(Data supplied)
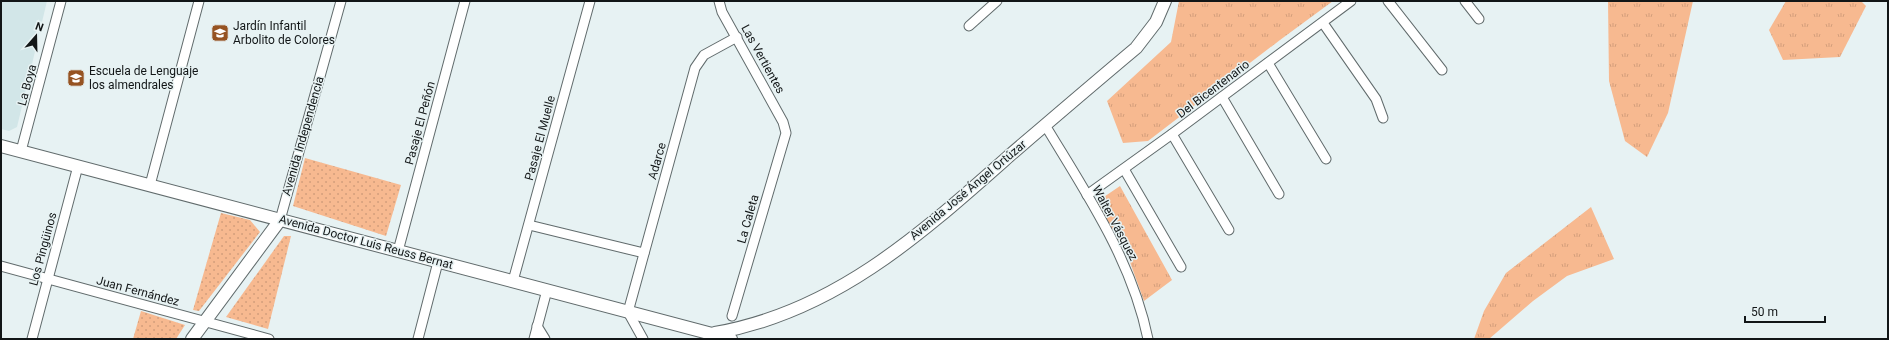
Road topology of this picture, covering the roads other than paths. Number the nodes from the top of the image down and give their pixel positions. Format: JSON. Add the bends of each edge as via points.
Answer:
{"nodes":[{"id":1,"x":61,"y":1,"type":"edge"},
{"id":2,"x":199,"y":1,"type":"edge"},
{"id":3,"x":340,"y":1,"type":"edge"},
{"id":4,"x":465,"y":1,"type":"edge"},
{"id":5,"x":590,"y":1,"type":"edge"},
{"id":6,"x":719,"y":1,"type":"edge"},
{"id":7,"x":997,"y":1,"type":"edge"},
{"id":8,"x":1165,"y":1,"type":"edge"},
{"id":9,"x":1351,"y":1,"type":"edge"},
{"id":10,"x":1388,"y":1,"type":"edge"},
{"id":11,"x":1465,"y":1,"type":"edge"},
{"id":12,"x":1479,"y":19,"type":"dead end"},
{"id":13,"x":1323,"y":22,"type":"junction"},
{"id":14,"x":969,"y":26,"type":"dead end"},
{"id":15,"x":738,"y":37,"type":"junction"},
{"id":16,"x":1268,"y":63,"type":"junction"},
{"id":17,"x":1442,"y":70,"type":"dead end"},
{"id":18,"x":1222,"y":98,"type":"junction"},
{"id":19,"x":1383,"y":118,"type":"dead end"},
{"id":20,"x":1045,"y":125,"type":"junction"},
{"id":21,"x":785,"y":129,"type":"joint"},
{"id":22,"x":1172,"y":134,"type":"junction"},
{"id":23,"x":1,"y":146,"type":"edge"},
{"id":24,"x":21,"y":151,"type":"junction"},
{"id":25,"x":1326,"y":159,"type":"dead end"},
{"id":26,"x":78,"y":166,"type":"junction"},
{"id":27,"x":1124,"y":169,"type":"junction"},
{"id":28,"x":150,"y":185,"type":"junction"},
{"id":29,"x":1279,"y":194,"type":"dead end"},
{"id":30,"x":1087,"y":195,"type":"junction"},
{"id":31,"x":280,"y":220,"type":"junction"},
{"id":32,"x":529,"y":225,"type":"junction"},
{"id":33,"x":1229,"y":230,"type":"dead end"},
{"id":34,"x":398,"y":251,"type":"junction"},
{"id":35,"x":644,"y":253,"type":"junction"},
{"id":36,"x":438,"y":262,"type":"junction"},
{"id":37,"x":1,"y":266,"type":"edge"},
{"id":38,"x":1181,"y":267,"type":"dead end"},
{"id":39,"x":47,"y":280,"type":"junction"},
{"id":40,"x":513,"y":281,"type":"junction"},
{"id":41,"x":547,"y":290,"type":"junction"},
{"id":42,"x":628,"y":312,"type":"junction"},
{"id":43,"x":732,"y":316,"type":"dead end"},
{"id":44,"x":204,"y":321,"type":"junction"},
{"id":45,"x":537,"y":326,"type":"junction"},
{"id":46,"x":710,"y":334,"type":"junction"},
{"id":47,"x":32,"y":339,"type":"edge"},
{"id":48,"x":192,"y":339,"type":"edge"},
{"id":49,"x":269,"y":339,"type":"edge"},
{"id":50,"x":418,"y":339,"type":"edge"},
{"id":51,"x":534,"y":339,"type":"edge"},
{"id":52,"x":546,"y":339,"type":"edge"},
{"id":53,"x":643,"y":339,"type":"edge"},
{"id":54,"x":730,"y":339,"type":"edge"},
{"id":55,"x":1148,"y":339,"type":"edge"}],
"edges":[{"from":1,"to":24,"type":"street","name":"La Boya"},
{"from":2,"to":28,"type":"street"},
{"from":3,"to":31,"type":"street","name":"Avenida Independencia"},
{"from":4,"to":34,"type":"street","name":"Pasaje El Peñón"},
{"from":5,"to":32,"type":"street","name":"Pasaje El Muelle"},
{"from":6,"to":15,"type":"street","name":"Las Vertientes","via":[[722,12]]},
{"from":7,"to":14,"type":"street"},
{"from":8,"to":20,"type":"street","name":"Avenida José Ángel Ortúzar","via":[[1156,22],[1143,40]]},
{"from":9,"to":13,"type":"street","name":"Del Bicentenario"},
{"from":10,"to":17,"type":"street"},
{"from":11,"to":12,"type":"street"},
{"from":13,"to":16,"type":"street","name":"Del Bicentenario"},
{"from":13,"to":19,"type":"street","via":[[1376,99]]},
{"from":15,"to":21,"type":"street","name":"Las Vertientes"},
{"from":15,"to":35,"type":"street","name":"Adarce","via":[[704,55],[695,68]]},
{"from":16,"to":18,"type":"street","name":"Del Bicentenario"},
{"from":16,"to":25,"type":"street"},
{"from":18,"to":22,"type":"street","name":"Del Bicentenario"},
{"from":18,"to":29,"type":"street"},
{"from":20,"to":30,"type":"street","name":"Walter Vásquez"},
{"from":20,"to":46,"type":"street","name":"Avenida José Ángel Ortúzar","via":[[936,221],[856,279],[781,316]]},
{"from":21,"to":43,"type":"street","name":"La Caleta","via":[[785,137]]},
{"from":22,"to":27,"type":"street","name":"Del Bicentenario"},
{"from":22,"to":33,"type":"street"},
{"from":23,"to":24,"type":"street","name":"Avenida Doctor Luis Reuss Bernat"},
{"from":24,"to":26,"type":"street","name":"Avenida Doctor Luis Reuss Bernat"},
{"from":26,"to":28,"type":"street","name":"Avenida Doctor Luis Reuss Bernat"},
{"from":26,"to":39,"type":"street","name":"Los Pingüinos"},
{"from":27,"to":30,"type":"street","name":"Del Bicentenario"},
{"from":27,"to":38,"type":"street"},
{"from":28,"to":31,"type":"street","name":"Avenida Doctor Luis Reuss Bernat"},
{"from":30,"to":55,"type":"street","name":"Walter Vásquez","via":[[1113,239],[1137,294]]},
{"from":31,"to":34,"type":"street","name":"Avenida Doctor Luis Reuss Bernat"},
{"from":31,"to":44,"type":"street","name":"Avenida Independencia"},
{"from":32,"to":35,"type":"street"},
{"from":32,"to":40,"type":"street","name":"Pasaje El Muelle"},
{"from":34,"to":36,"type":"street","name":"Avenida Doctor Luis Reuss Bernat"},
{"from":35,"to":42,"type":"street","name":"Adarce"},
{"from":36,"to":40,"type":"street","name":"Avenida Doctor Luis Reuss Bernat"},
{"from":36,"to":50,"type":"street"},
{"from":37,"to":39,"type":"street","name":"Juan Fernández"},
{"from":39,"to":44,"type":"street","name":"Juan Fernández"},
{"from":39,"to":47,"type":"street","name":"Los Pingüinos"},
{"from":40,"to":41,"type":"street","name":"Avenida Doctor Luis Reuss Bernat"},
{"from":41,"to":42,"type":"street","name":"Avenida Doctor Luis Reuss Bernat"},
{"from":41,"to":45,"type":"street"},
{"from":42,"to":46,"type":"street","name":"Avenida Doctor Luis Reuss Bernat"},
{"from":42,"to":53,"type":"street"},
{"from":44,"to":48,"type":"street","name":"Avenida Independencia"},
{"from":44,"to":49,"type":"street","name":"Juan Fernández"},
{"from":45,"to":51,"type":"street"},
{"from":45,"to":52,"type":"street"},
{"from":46,"to":54,"type":"street","name":"Avenida Doctor Luis Reuss Bernat"}]}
(End Data supplied)
Each line from the material above that mentions the word "dead" needs to be copied.

{"id":12,"x":1479,"y":19,"type":"dead end"},
{"id":14,"x":969,"y":26,"type":"dead end"},
{"id":17,"x":1442,"y":70,"type":"dead end"},
{"id":19,"x":1383,"y":118,"type":"dead end"},
{"id":25,"x":1326,"y":159,"type":"dead end"},
{"id":29,"x":1279,"y":194,"type":"dead end"},
{"id":33,"x":1229,"y":230,"type":"dead end"},
{"id":38,"x":1181,"y":267,"type":"dead end"},
{"id":43,"x":732,"y":316,"type":"dead end"},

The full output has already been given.